Joël Riou (Jul 27 2025 at 09:24):
In any case, the cleaner approach is what I have suggested above.
Robert Maxton (Jul 27 2025 at 09:24):
That is absolutely not the cleaner approach, though? As noted, that's a thousand additional lines of code.
Robert Maxton (Jul 27 2025 at 09:25):
I would be curious to know where you think using the HasCoproduct API will meaningfully complicate your use of this structure?
Joël Riou (Jul 27 2025 at 09:46):
Using eqToHom would only solve one type of issue. What I suggested would also allow to study CW-complexes whose cells are "subsets" of cells of a large CW-complex, etc.
It would be possible to use HasCoproduct instead, but I am not at all convinced that it would solve any dependent type issue. Doing this and putting ι outside would allow to give a reasonable mathematical meaning to the notion of equality between two AttachCells structures, but I do not think it is a good idea to follow this way, as it seems much more interesting to relate AttachCells structures for two different maps through commutative squares as I have suggested above.
Robert Maxton (Jul 27 2025 at 09:55):
Mm. I suppose my response then, is: why should we be attempting to relate AttachCells structures at all? As far as I can tell, they're just convenient packaging that have turned out to be less than convenient; I have much less issue with writing useful API for RelativeCellComplex itself, which is the level I expect to be actually working with these structures.
In fact, my issues precisely derive from the fact that I can relatively easily come up with categorical representations of all the other data of a sub-RelativeCellComplex, before being bogged down in DTT hell when engaging with AttachCells; or, equivalently, that there is quite a lot of existing API with which to work with TransfiniteCompositionOfShape (which, ultimately, is just a bundled functor + isomorphism + some instances), but everything for AttachCells would have to be bespoke.

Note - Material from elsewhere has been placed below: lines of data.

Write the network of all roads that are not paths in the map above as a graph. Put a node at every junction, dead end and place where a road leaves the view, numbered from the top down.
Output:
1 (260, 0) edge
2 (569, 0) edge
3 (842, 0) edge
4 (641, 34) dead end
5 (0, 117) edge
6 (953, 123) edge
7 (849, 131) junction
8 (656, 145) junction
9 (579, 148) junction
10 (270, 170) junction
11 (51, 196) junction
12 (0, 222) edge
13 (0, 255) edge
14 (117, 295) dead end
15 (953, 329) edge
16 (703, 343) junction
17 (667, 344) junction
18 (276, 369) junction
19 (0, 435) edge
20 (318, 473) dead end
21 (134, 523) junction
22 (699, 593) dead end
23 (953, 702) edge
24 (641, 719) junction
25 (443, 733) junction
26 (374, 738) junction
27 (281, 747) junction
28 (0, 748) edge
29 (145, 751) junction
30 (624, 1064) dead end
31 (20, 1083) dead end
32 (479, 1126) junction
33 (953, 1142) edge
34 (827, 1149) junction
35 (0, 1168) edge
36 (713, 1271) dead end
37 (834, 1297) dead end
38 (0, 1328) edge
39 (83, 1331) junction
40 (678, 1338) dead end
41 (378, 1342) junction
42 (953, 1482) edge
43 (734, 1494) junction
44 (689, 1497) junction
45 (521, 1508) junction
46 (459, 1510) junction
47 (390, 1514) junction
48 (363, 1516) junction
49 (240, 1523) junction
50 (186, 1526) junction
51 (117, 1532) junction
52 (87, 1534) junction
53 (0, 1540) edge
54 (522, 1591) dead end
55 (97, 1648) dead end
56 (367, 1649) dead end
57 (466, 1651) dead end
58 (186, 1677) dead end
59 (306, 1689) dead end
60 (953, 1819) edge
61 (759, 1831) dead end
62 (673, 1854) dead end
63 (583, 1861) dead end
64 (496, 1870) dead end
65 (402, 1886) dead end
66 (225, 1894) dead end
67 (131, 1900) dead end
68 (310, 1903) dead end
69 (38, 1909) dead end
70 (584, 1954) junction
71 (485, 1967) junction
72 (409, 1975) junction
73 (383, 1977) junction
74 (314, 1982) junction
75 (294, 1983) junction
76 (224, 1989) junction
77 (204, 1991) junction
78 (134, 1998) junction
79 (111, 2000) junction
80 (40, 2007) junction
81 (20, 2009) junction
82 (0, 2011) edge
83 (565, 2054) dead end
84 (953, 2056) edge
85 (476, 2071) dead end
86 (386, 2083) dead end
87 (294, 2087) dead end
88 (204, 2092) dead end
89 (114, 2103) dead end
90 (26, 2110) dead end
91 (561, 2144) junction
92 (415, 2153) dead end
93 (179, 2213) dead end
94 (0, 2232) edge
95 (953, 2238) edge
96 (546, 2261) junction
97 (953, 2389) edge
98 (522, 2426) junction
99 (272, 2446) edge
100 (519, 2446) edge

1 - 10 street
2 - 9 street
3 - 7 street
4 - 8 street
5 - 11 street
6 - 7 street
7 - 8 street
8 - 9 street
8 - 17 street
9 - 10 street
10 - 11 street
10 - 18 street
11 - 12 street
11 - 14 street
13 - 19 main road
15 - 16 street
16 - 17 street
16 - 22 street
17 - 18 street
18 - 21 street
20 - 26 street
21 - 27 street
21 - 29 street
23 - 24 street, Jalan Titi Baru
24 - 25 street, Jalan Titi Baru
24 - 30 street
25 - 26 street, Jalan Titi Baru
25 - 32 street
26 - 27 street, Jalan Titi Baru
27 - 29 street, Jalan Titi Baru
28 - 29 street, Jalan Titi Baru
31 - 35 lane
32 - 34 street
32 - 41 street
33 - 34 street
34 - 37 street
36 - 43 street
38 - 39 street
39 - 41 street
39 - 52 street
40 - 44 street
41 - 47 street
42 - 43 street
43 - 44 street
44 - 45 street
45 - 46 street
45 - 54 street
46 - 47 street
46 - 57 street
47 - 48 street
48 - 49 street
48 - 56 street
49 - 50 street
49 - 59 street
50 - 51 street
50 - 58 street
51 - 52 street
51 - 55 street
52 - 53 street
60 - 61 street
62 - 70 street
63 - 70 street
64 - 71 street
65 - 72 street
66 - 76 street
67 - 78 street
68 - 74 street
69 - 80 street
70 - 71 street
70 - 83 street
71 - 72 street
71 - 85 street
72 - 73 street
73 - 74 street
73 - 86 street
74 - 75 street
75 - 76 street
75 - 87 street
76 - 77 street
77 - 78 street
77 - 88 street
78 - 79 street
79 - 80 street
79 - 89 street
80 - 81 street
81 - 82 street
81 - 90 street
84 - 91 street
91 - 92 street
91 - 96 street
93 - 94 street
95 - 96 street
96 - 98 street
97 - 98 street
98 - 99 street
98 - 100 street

The suggestion I outlined above makes it much easier to, say, turn a natural isomorphism between TransfiniteCompositionOfShapes into one between RelativeCellComplexes; it would also make it easier to make precisely that sort of subtyped-subcomplex you're describing, as with ι outside I can directly put constraints on a natural transformation between the underlying functors that require the cell attachment index types to be subtypes, rather than having to subtype the entire AttachCell structure or add an equivalent interface layer.